§ **TASK PROMPT**:
Once you have read the entries below, write them all out again exactly.

§ **DATA EXTRACTS**:
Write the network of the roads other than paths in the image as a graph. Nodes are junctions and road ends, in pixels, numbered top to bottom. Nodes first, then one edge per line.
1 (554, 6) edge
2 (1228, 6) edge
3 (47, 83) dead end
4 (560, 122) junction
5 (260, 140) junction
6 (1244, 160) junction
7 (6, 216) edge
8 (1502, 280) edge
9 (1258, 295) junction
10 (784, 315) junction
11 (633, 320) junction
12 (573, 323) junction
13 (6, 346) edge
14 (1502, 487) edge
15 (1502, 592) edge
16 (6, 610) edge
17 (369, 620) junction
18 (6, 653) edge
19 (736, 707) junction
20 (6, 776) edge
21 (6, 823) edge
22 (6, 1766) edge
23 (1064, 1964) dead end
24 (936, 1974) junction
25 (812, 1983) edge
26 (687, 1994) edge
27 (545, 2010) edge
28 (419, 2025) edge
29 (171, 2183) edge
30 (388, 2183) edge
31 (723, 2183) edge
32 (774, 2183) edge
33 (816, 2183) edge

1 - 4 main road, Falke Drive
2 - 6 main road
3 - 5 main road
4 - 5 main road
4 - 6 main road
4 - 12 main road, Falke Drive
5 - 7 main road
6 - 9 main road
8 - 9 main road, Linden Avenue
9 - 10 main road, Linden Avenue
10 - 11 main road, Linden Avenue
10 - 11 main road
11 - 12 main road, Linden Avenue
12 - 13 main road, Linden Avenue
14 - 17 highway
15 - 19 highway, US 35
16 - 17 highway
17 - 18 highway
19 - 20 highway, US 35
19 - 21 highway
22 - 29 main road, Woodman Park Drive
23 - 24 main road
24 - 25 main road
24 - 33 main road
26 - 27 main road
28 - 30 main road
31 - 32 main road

§ **RESULT OF THE EXERCISE**:
Write the network of the roads other than paths in the image as a graph. Nodes are junctions and road ends, in pixels, numbered top to bottom. Nodes first, then one edge per line.
1 (554, 6) edge
2 (1228, 6) edge
3 (47, 83) dead end
4 (560, 122) junction
5 (260, 140) junction
6 (1244, 160) junction
7 (6, 216) edge
8 (1502, 280) edge
9 (1258, 295) junction
10 (784, 315) junction
11 (633, 320) junction
12 (573, 323) junction
13 (6, 346) edge
14 (1502, 487) edge
15 (1502, 592) edge
16 (6, 610) edge
17 (369, 620) junction
18 (6, 653) edge
19 (736, 707) junction
20 (6, 776) edge
21 (6, 823) edge
22 (6, 1766) edge
23 (1064, 1964) dead end
24 (936, 1974) junction
25 (812, 1983) edge
26 (687, 1994) edge
27 (545, 2010) edge
28 (419, 2025) edge
29 (171, 2183) edge
30 (388, 2183) edge
31 (723, 2183) edge
32 (774, 2183) edge
33 (816, 2183) edge

1 - 4 main road, Falke Drive
2 - 6 main road
3 - 5 main road
4 - 5 main road
4 - 6 main road
4 - 12 main road, Falke Drive
5 - 7 main road
6 - 9 main road
8 - 9 main road, Linden Avenue
9 - 10 main road, Linden Avenue
10 - 11 main road, Linden Avenue
10 - 11 main road
11 - 12 main road, Linden Avenue
12 - 13 main road, Linden Avenue
14 - 17 highway
15 - 19 highway, US 35
16 - 17 highway
17 - 18 highway
19 - 20 highway, US 35
19 - 21 highway
22 - 29 main road, Woodman Park Drive
23 - 24 main road
24 - 25 main road
24 - 33 main road
26 - 27 main road
28 - 30 main road
31 - 32 main road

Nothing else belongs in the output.